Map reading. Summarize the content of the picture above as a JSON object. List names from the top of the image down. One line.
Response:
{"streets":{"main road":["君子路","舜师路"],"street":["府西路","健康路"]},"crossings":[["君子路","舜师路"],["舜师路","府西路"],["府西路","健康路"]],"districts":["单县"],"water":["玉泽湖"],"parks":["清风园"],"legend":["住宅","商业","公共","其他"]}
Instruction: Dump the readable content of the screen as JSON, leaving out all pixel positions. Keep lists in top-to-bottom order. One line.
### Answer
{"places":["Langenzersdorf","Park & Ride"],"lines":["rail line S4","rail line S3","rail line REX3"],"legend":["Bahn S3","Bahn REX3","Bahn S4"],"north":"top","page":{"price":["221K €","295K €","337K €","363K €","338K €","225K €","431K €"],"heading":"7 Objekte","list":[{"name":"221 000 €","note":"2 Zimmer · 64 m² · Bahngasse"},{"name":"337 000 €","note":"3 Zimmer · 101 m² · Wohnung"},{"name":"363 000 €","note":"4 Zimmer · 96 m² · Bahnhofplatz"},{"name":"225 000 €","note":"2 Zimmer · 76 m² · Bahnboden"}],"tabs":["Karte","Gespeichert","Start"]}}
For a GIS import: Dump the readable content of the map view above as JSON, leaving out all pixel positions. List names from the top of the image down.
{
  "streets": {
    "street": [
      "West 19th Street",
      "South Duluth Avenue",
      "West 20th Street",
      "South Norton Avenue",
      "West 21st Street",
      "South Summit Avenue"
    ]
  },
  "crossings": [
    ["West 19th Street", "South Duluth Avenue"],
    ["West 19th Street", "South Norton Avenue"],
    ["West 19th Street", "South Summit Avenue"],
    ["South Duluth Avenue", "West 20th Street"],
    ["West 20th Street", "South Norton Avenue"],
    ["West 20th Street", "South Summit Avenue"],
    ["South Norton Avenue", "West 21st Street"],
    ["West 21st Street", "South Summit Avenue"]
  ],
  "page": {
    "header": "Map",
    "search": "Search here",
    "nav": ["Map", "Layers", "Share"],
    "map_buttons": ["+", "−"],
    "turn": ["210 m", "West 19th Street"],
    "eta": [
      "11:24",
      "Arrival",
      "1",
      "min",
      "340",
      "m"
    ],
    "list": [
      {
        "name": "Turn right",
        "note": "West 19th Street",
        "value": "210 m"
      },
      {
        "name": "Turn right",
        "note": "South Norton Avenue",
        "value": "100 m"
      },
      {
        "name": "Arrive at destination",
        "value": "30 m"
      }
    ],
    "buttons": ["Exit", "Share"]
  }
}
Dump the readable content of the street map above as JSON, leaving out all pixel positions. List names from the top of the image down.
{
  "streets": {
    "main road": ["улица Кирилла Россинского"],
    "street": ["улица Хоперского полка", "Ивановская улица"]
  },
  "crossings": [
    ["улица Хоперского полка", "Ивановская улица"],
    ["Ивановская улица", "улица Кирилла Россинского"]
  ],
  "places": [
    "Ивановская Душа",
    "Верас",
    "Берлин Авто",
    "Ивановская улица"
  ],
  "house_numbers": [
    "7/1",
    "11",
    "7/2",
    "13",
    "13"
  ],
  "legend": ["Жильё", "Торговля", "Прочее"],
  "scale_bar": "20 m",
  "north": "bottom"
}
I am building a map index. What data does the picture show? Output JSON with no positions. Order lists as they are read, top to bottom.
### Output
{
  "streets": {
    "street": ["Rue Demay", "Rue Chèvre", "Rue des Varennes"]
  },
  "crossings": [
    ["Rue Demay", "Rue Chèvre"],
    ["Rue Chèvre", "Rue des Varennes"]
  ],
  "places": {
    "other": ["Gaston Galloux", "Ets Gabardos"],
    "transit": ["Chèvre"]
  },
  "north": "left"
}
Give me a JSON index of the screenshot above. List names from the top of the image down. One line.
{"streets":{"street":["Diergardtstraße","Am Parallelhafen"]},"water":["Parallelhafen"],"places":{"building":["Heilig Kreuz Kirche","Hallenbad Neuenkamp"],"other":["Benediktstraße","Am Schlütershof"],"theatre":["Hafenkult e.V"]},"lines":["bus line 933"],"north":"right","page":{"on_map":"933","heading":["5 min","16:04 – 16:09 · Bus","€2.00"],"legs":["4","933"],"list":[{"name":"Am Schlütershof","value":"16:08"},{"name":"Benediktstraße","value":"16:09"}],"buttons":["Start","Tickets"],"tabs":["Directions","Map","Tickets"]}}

------------------------------------

--- Problem description ---
Retype the listing in full, keeping every word as it appears.

--- Task output ---
Map reading. Summarize the content of the picture above as a JSON object. List names from the top of the image down. One line.
Response:
{"streets":{"main road":["君子路","舜师路"],"street":["府西路","健康路"]},"crossings":[["君子路","舜师路"],["舜师路","府西路"],["府西路","健康路"]],"districts":["单县"],"water":["玉泽湖"],"parks":["清风园"],"legend":["住宅","商业","公共","其他"]}
Instruction: Dump the readable content of the screen as JSON, leaving out all pixel positions. Keep lists in top-to-bottom order. One line.
### Answer
{"places":["Langenzersdorf","Park & Ride"],"lines":["rail line S4","rail line S3","rail line REX3"],"legend":["Bahn S3","Bahn REX3","Bahn S4"],"north":"top","page":{"price":["221K €","295K €","337K €","363K €","338K €","225K €","431K €"],"heading":"7 Objekte","list":[{"name":"221 000 €","note":"2 Zimmer · 64 m² · Bahngasse"},{"name":"337 000 €","note":"3 Zimmer · 101 m² · Wohnung"},{"name":"363 000 €","note":"4 Zimmer · 96 m² · Bahnhofplatz"},{"name":"225 000 €","note":"2 Zimmer · 76 m² · Bahnboden"}],"tabs":["Karte","Gespeichert","Start"]}}
For a GIS import: Dump the readable content of the map view above as JSON, leaving out all pixel positions. List names from the top of the image down.
{
  "streets": {
    "street": [
      "West 19th Street",
      "South Duluth Avenue",
      "West 20th Street",
      "South Norton Avenue",
      "West 21st Street",
      "South Summit Avenue"
    ]
  },
  "crossings": [
    ["West 19th Street", "South Duluth Avenue"],
    ["West 19th Street", "South Norton Avenue"],
    ["West 19th Street", "South Summit Avenue"],
    ["South Duluth Avenue", "West 20th Street"],
    ["West 20th Street", "South Norton Avenue"],
    ["West 20th Street", "South Summit Avenue"],
    ["South Norton Avenue", "West 21st Street"],
    ["West 21st Street", "South Summit Avenue"]
  ],
  "page": {
    "header": "Map",
    "search": "Search here",
    "nav": ["Map", "Layers", "Share"],
    "map_buttons": ["+", "−"],
    "turn": ["210 m", "West 19th Street"],
    "eta": [
      "11:24",
      "Arrival",
      "1",
      "min",
      "340",
      "m"
    ],
    "list": [
      {
        "name": "Turn right",
        "note": "West 19th Street",
        "value": "210 m"
      },
      {
        "name": "Turn right",
        "note": "South Norton Avenue",
        "value": "100 m"
      },
      {
        "name": "Arrive at destination",
        "value": "30 m"
      }
    ],
    "buttons": ["Exit", "Share"]
  }
}
Dump the readable content of the street map above as JSON, leaving out all pixel positions. List names from the top of the image down.
{
  "streets": {
    "main road": ["улица Кирилла Россинского"],
    "street": ["улица Хоперского полка", "Ивановская улица"]
  },
  "crossings": [
    ["улица Хоперского полка", "Ивановская улица"],
    ["Ивановская улица", "улица Кирилла Россинского"]
  ],
  "places": [
    "Ивановская Душа",
    "Верас",
    "Берлин Авто",
    "Ивановская улица"
  ],
  "house_numbers": [
    "7/1",
    "11",
    "7/2",
    "13",
    "13"
  ],
  "legend": ["Жильё", "Торговля", "Прочее"],
  "scale_bar": "20 m",
  "north": "bottom"
}
I am building a map index. What data does the picture show? Output JSON with no positions. Order lists as they are read, top to bottom.
### Output
{
  "streets": {
    "street": ["Rue Demay", "Rue Chèvre", "Rue des Varennes"]
  },
  "crossings": [
    ["Rue Demay", "Rue Chèvre"],
    ["Rue Chèvre", "Rue des Varennes"]
  ],
  "places": {
    "other": ["Gaston Galloux", "Ets Gabardos"],
    "transit": ["Chèvre"]
  },
  "north": "left"
}
Give me a JSON index of the screenshot above. List names from the top of the image down. One line.
{"streets":{"street":["Diergardtstraße","Am Parallelhafen"]},"water":["Parallelhafen"],"places":{"building":["Heilig Kreuz Kirche","Hallenbad Neuenkamp"],"other":["Benediktstraße","Am Schlütershof"],"theatre":["Hafenkult e.V"]},"lines":["bus line 933"],"north":"right","page":{"on_map":"933","heading":["5 min","16:04 – 16:09 · Bus","€2.00"],"legs":["4","933"],"list":[{"name":"Am Schlütershof","value":"16:08"},{"name":"Benediktstraße","value":"16:09"}],"buttons":["Start","Tickets"],"tabs":["Directions","Map","Tickets"]}}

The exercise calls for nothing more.